Texas officials, who are fighting to prevent widespread mail-in voting during the epidemic, sought victory after the state’s Supreme Court ruled Wednesday that the coronavirus immunity does not qualify anyone to vote by mail.
The decision was unanimous by the Texas Supreme Court, which is stocked with nine Republican judges, including one who revealed last week that he tested positive for Kovit-19. Texas generally restricts postal voting to those who are over 65 or disabled.
The Texas Democrat blasted the decision and moved its hopes for a similar challenge in federal court. But not everyone sees the decision as a total loss: Douglas Ray, a high-profile attorney in Houston, said Harris County attorney Douglas Ray believes the ruling will allow every voter to be eligible, and the writers cannot be given a second ability. Predict rationality.
In Texas, voters do not have to explain their disability when requesting a mail-in ballot.
Republican Texas Attorney General Ken Paxton, who lost his lower court ruling earlier this month, would have extended mail-in votes to all of the state’s 16 million registered voters, arguing that the fear of getting the virus would not qualify for a disability.
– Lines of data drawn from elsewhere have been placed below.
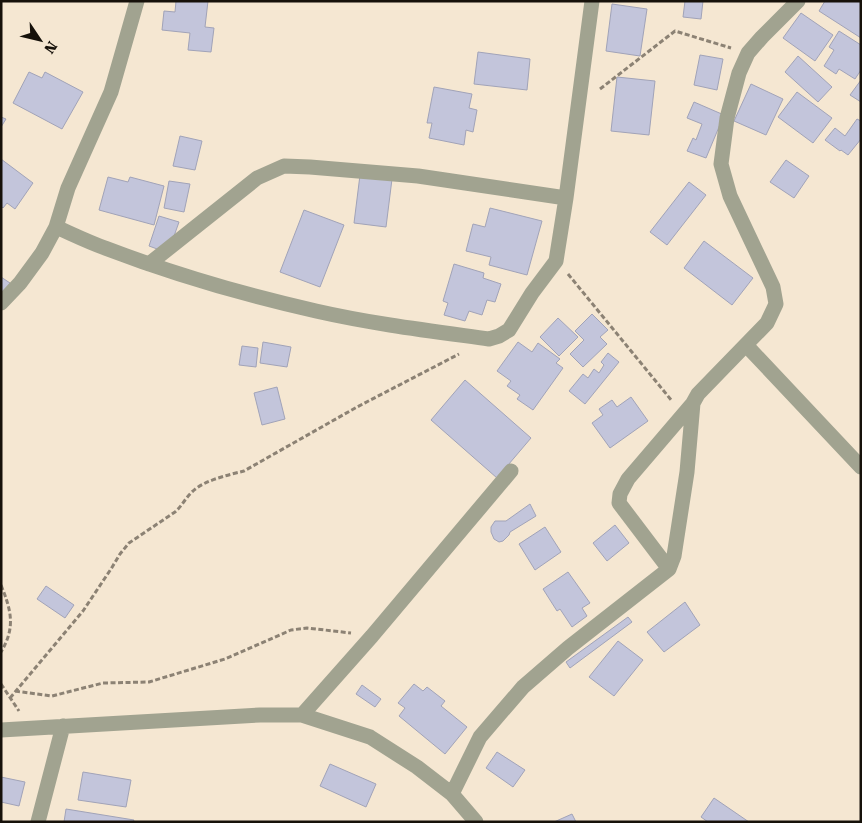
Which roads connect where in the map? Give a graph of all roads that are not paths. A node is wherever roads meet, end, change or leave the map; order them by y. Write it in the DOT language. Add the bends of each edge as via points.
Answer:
graph roads {
  1 [pos="137,1"];
  2 [pos="592,1"];
  3 [pos="798,1"];
  4 [pos="566,198"];
  5 [pos="56,227"];
  6 [pos="149,264"];
  7 [pos="1,303"];
  8 [pos="746,345"];
  9 [pos="694,402"];
  10 [pos="861,467"];
  11 [pos="511,471"];
  12 [pos="669,569"];
  13 [pos="302,715"];
  14 [pos="63,726"];
  15 [pos="1,730"];
  16 [pos="452,794"];
  17 [pos="38,822"];
  18 [pos="476,822"];
  1 -- 5 [label="street" via="111,92 68,188"];
  2 -- 4 [label="street"];
  3 -- 8 [label="street" via="748,54 739,73 727,118 721,164 730,196 773,287 776,304 768,323"];
  4 -- 6 [label="street" via="418,176 284,166 257,178"];
  4 -- 6 [label="street" via="556,261 509,330 489,339 405,328 317,311"];
  5 -- 6 [label="street"];
  5 -- 7 [label="street" via="42,253"];
  8 -- 9 [label="street"];
  8 -- 10 [label="street"];
  9 -- 12 [label="street" via="687,472 674,556"];
  9 -- 12 [label="street" via="628,479 620,494 619,503"];
  11 -- 13 [label="street"];
  12 -- 16 [label="street" via="523,687 480,737"];
  13 -- 14 [label="street" via="260,714"];
  13 -- 16 [label="street" via="370,737"];
  14 -- 15 [label="street"];
  14 -- 17 [label="street"];
  16 -- 18 [label="street"];
}
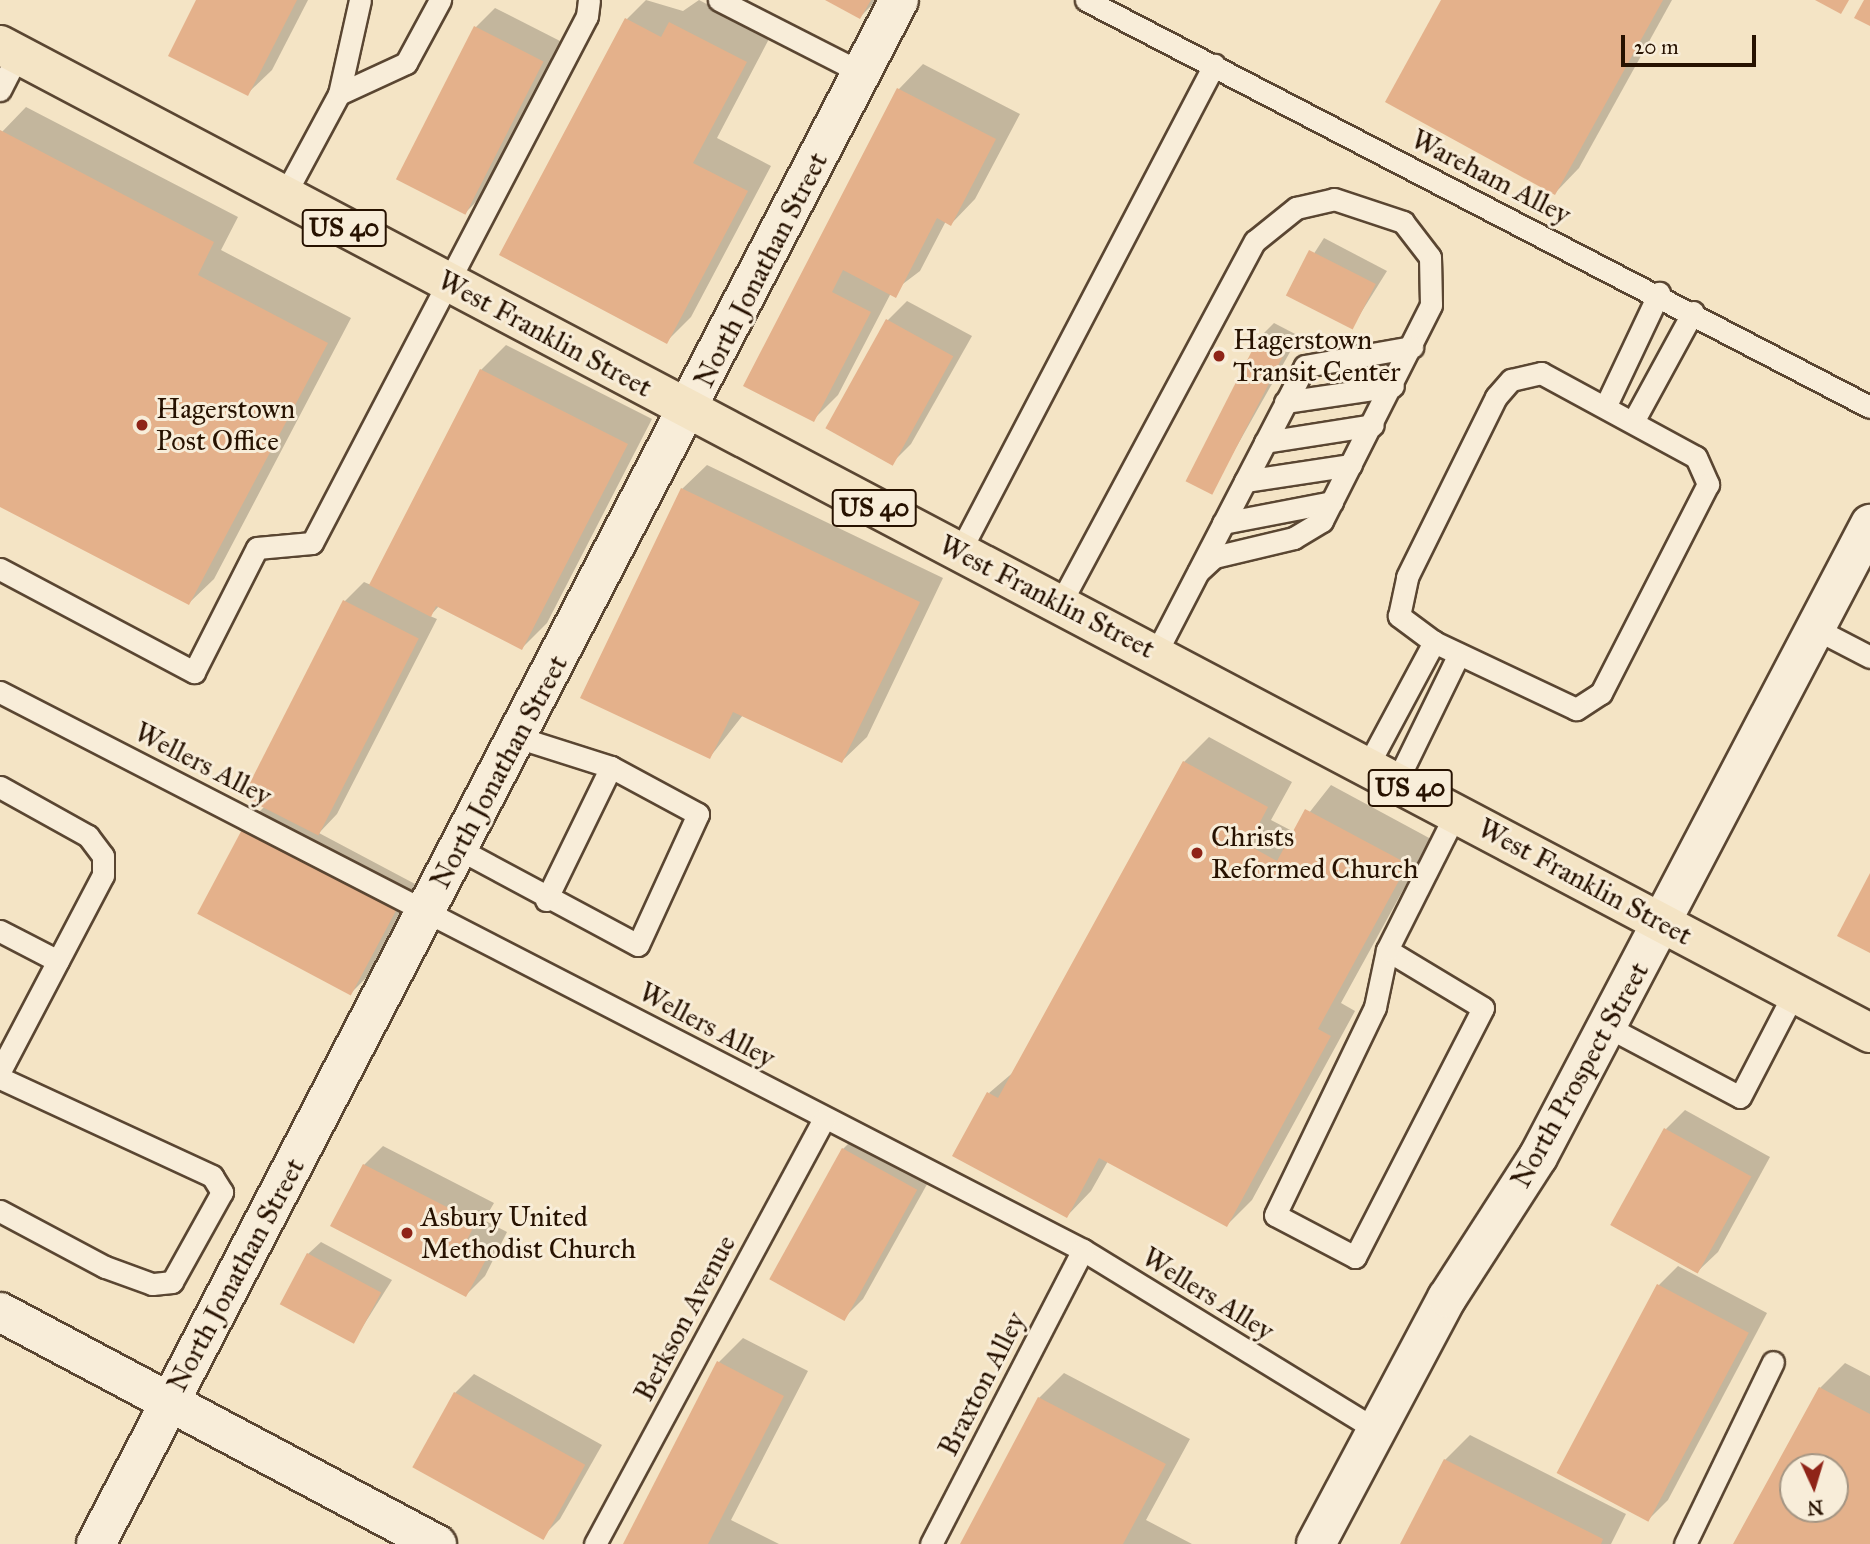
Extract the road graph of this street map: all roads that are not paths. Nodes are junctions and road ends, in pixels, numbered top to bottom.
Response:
1 (360, 0) edge
2 (439, 0) edge
3 (589, 0) edge
4 (719, 0) edge
5 (899, 0) edge
6 (1086, 0) edge
7 (9, 50) edge
8 (1214, 65) junction
9 (862, 73) junction
10 (0, 90) edge
11 (340, 94) junction
12 (284, 196) junction
13 (445, 282) junction
14 (1659, 293) junction
15 (1693, 312) junction
16 (1412, 347) junction
17 (1393, 386) junction
18 (1285, 402) junction
19 (1607, 403) junction
20 (1870, 407) edge
21 (689, 411) junction
22 (1634, 420) junction
23 (1373, 425) junction
24 (1265, 442) junction
25 (1351, 465) junction
26 (1245, 481) junction
27 (1332, 502) junction
28 (1223, 523) junction
29 (1870, 524) edge
30 (959, 553) junction
31 (0, 569) edge
32 (1199, 571) junction
33 (1060, 604) junction
34 (1816, 629) junction
35 (1434, 642) junction
36 (1156, 653) junction
37 (1459, 654) junction
38 (1870, 657) edge
39 (0, 692) edge
40 (517, 737) junction
41 (611, 767) junction
42 (1382, 773) junction
43 (0, 787) edge
44 (1456, 813) junction
45 (457, 848) junction
46 (546, 900) junction
47 (427, 908) junction
48 (1663, 923) junction
49 (0, 931) edge
50 (1388, 950) junction
51 (58, 961) junction
52 (1794, 993) junction
53 (1608, 1027) junction
54 (1870, 1033) edge
55 (0, 1071) edge
56 (0, 1078) edge
57 (824, 1119) junction
58 (0, 1211) edge
59 (1083, 1250) junction
60 (0, 1312) edge
61 (1773, 1362) dead end
62 (169, 1404) junction
63 (1375, 1429) junction
64 (96, 1544) edge
65 (437, 1544) edge
66 (594, 1544) edge
67 (931, 1544) edge
68 (1316, 1544) edge
69 (1685, 1544) edge

1 - 11 lane
2 - 11 lane
3 - 13 lane
4 - 9 lane
5 - 9 main road, North Jonathan Street
6 - 8 lane, Wareham Alley
7 - 10 lane
7 - 12 main road, West Franklin Street / US 40
8 - 14 lane, Wareham Alley
8 - 30 lane
9 - 21 main road, North Jonathan Street
11 - 12 lane
12 - 13 main road, West Franklin Street / US 40
13 - 21 main road, West Franklin Street / US 40
13 - 31 lane
14 - 15 lane, Wareham Alley
14 - 19 lane
15 - 20 lane, Wareham Alley
15 - 22 lane
16 - 17 lane
16 - 18 lane
16 - 33 lane
17 - 18 lane
17 - 23 lane
18 - 24 lane
19 - 22 lane
19 - 35 lane
21 - 30 main road, West Franklin Street / US 40
21 - 40 main road, North Jonathan Street
22 - 37 lane
23 - 24 lane
23 - 25 lane
24 - 26 lane
25 - 26 lane
25 - 27 lane
26 - 28 lane
27 - 28 lane
27 - 32 lane
28 - 32 lane
29 - 34 main road, North Prospect Street
30 - 33 main road, West Franklin Street / US 40
32 - 36 lane
33 - 36 main road, West Franklin Street / US 40
34 - 38 lane
34 - 48 main road, North Prospect Street
35 - 37 lane
35 - 42 lane
36 - 42 main road, West Franklin Street / US 40
37 - 42 lane
39 - 47 lane, Wellers Alley
40 - 41 lane
40 - 45 main road, North Jonathan Street
41 - 46 lane
41 - 46 lane
42 - 44 main road, West Franklin Street / US 40
43 - 51 lane
44 - 48 main road, West Franklin Street / US 40
44 - 50 lane
45 - 46 lane
45 - 47 main road, North Jonathan Street
47 - 57 lane, Wellers Alley
47 - 62 main road, North Jonathan Street
48 - 52 main road, West Franklin Street / US 40
48 - 53 main road, North Prospect Street
49 - 51 lane
50 - 50 lane
51 - 55 lane
52 - 53 lane
52 - 54 main road, West Franklin Street / US 40
53 - 63 main road, North Prospect Street
56 - 58 lane
57 - 59 lane, Wellers Alley
57 - 66 lane, Berkson Avenue
59 - 63 lane, Wellers Alley
59 - 67 lane, Braxton Alley
60 - 62 main road
61 - 69 lane
62 - 64 main road, North Jonathan Street
62 - 65 main road
63 - 68 main road, North Prospect Street

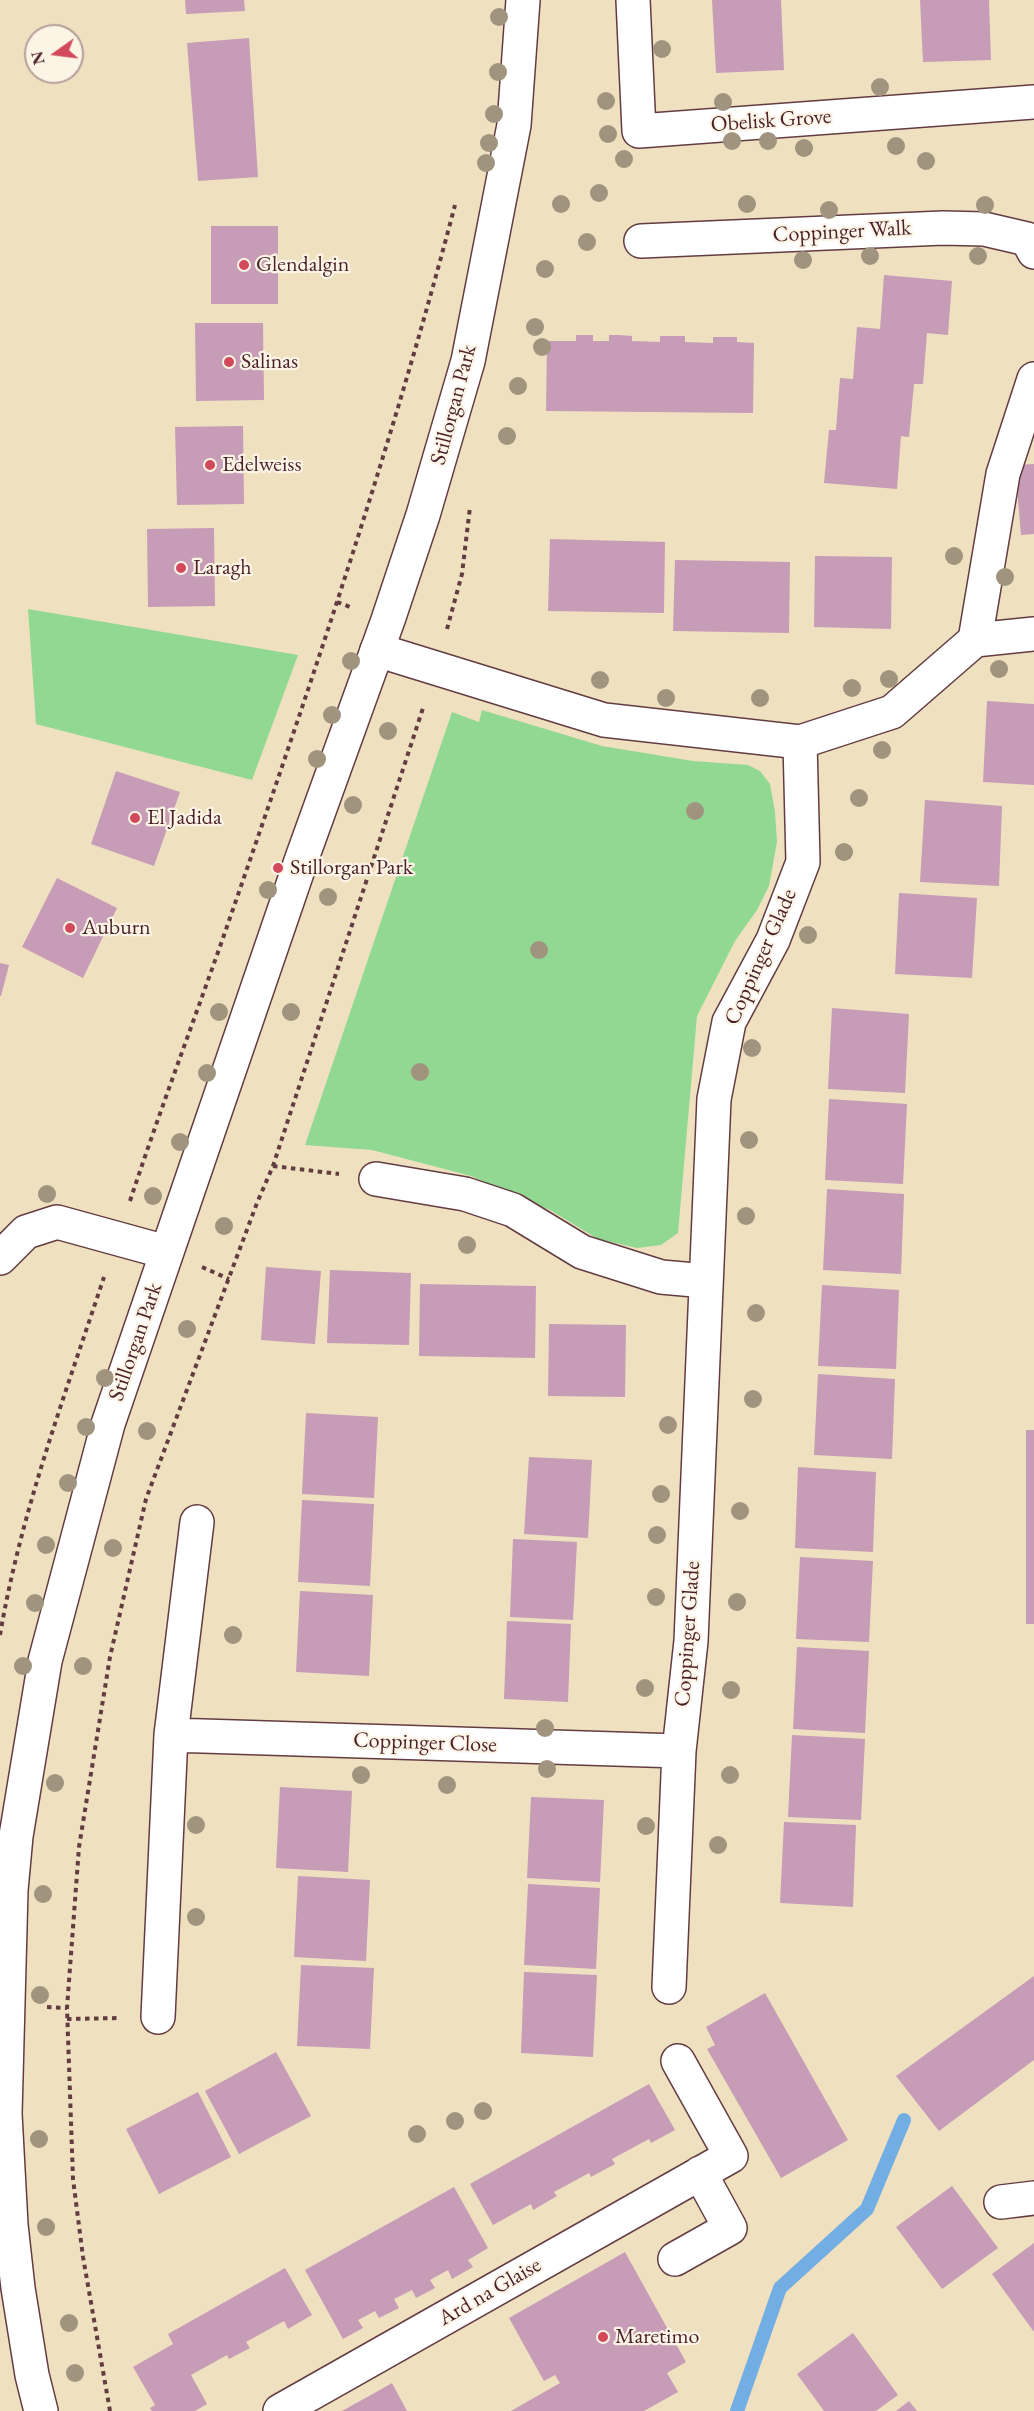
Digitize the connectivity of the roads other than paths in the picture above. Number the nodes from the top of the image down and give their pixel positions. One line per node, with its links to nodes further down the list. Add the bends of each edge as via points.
1 (523, 0): 9 (street, Stillorgan Park, via 514,125 468,361 423,514)
2 (633, 0): 3 (street, Obelisk Grove, via 639,131)
3 (1034, 102)
4 (640, 241): 5 (street, Coppinger Walk, via 984,229 1027,239)
5 (1034, 252)
6 (1034, 379): 8 (street, via 1003,474)
7 (1034, 634): 8 (street)
8 (975, 640): 10 (street, via 892,712)
9 (377, 650): 10 (street, via 604,720); 12 (street, Stillorgan Park)
10 (800, 742): 14 (street, Coppinger Glade, via 803,862 773,940 729,1022 714,1099)
11 (376, 1179): 14 (street, via 465,1194 513,1210 582,1252 661,1277)
12 (166, 1252): 13 (street, via 57,1222 26,1232); 19 (street, Stillorgan Park, via 108,1424 45,1661 16,1836)
13 (0, 1258)
14 (705, 1281): 17 (street, Coppinger Glade, via 691,1641)
15 (197, 1522): 16 (street)
16 (171, 1735): 17 (street, Coppinger Close); 20 (street)
17 (679, 1750): 18 (street, Coppinger Glade)
18 (669, 1987)
19 (3, 2008): 26 (street, Stillorgan Park, via 11,2225)
20 (158, 2017)
21 (678, 2061): 22 (street, Ard na Glaise, via 731,2156)
22 (700, 2173): 25 (street, via 730,2228); 27 (street, Ard na Glaise)
23 (1034, 2198): 24 (street)
24 (1001, 2202)
25 (675, 2259)
26 (41, 2411)
27 (280, 2411)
He praised the court for holding the position for only a few weeks until the state sets up for the primary election in July.
Paxton has taken a tough step in opposing the efforts of Democrats and voting rights groups to try to expand mail voting in Texas. His fight comes as President Donald Trump fights off the mail-in ballot and blames it without evidence that it leads to “total electoral fraud.”
“In-person voting is a surefire way to uphold the integrity of our elections, prevent voter fraud and guarantee that every voter is who they say they are,” Paxton said.
Trump tweeted the court ruling Wednesday night: “Texas Supreme Court: Covitt-19’s immunity is not enough to vote by mail … Biggest hit in dangerous mail’s voting fraud in Texas!”
The fight in Texas is just one of several court battles across the country, mainly by Democrats, in an effort to expand access to postal ballots in the midst of epidemics. In Wisconsin, while other states delayed voting, election officials raised widespread criticism for holding its April 7 presidential election, arguing that a new lawsuit filed this month was not enough to ensure that the upcoming elections could be conducted safely and fairly. .
The court rejected Paxton’s request to prevent local election officials from accepting postal votes on claims of inability to carry out the virus. Judge Nathan Hecht wrote that the court “is confident that election officials will comply.”
But in Houston, he said the verdict was clear that if voters did not qualify and they were “healthy, you could get Kovid if you were afraid.”
“As we all know, nobody is healthy,” Ray said. “All of us have something we can see, and the voter has to decide whether he qualifies or not. The clerk basically has no authority or ability to question him.”